_What you should do_
Examine the entries below, count the lines holding the string "middle", and respond with the number only.

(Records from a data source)

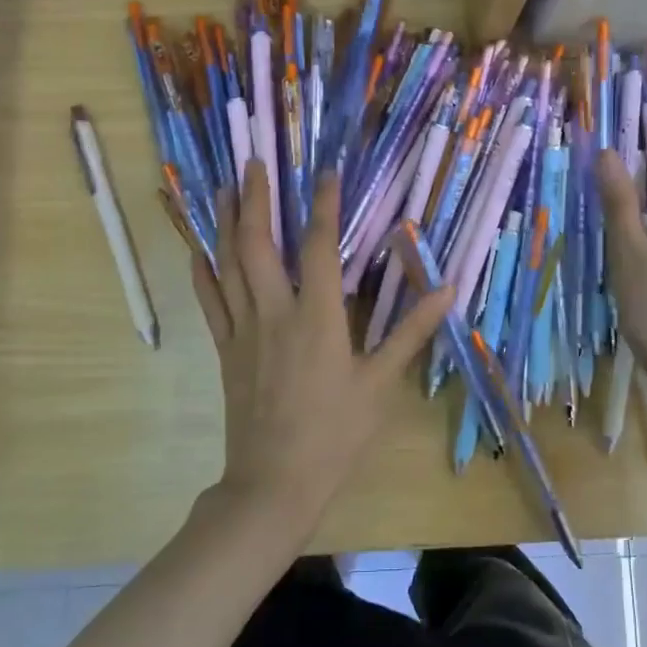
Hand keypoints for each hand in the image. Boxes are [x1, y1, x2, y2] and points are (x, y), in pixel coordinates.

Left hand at [189, 160, 452, 542]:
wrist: (274, 482)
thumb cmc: (335, 433)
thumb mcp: (381, 384)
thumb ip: (412, 332)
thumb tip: (448, 290)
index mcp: (317, 318)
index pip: (319, 247)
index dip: (324, 205)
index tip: (327, 172)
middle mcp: (274, 312)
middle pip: (257, 244)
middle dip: (254, 199)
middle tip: (253, 163)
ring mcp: (243, 330)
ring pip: (227, 265)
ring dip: (223, 223)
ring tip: (222, 188)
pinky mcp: (225, 349)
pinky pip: (210, 301)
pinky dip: (203, 271)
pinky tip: (198, 250)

_Result of the exercise_
4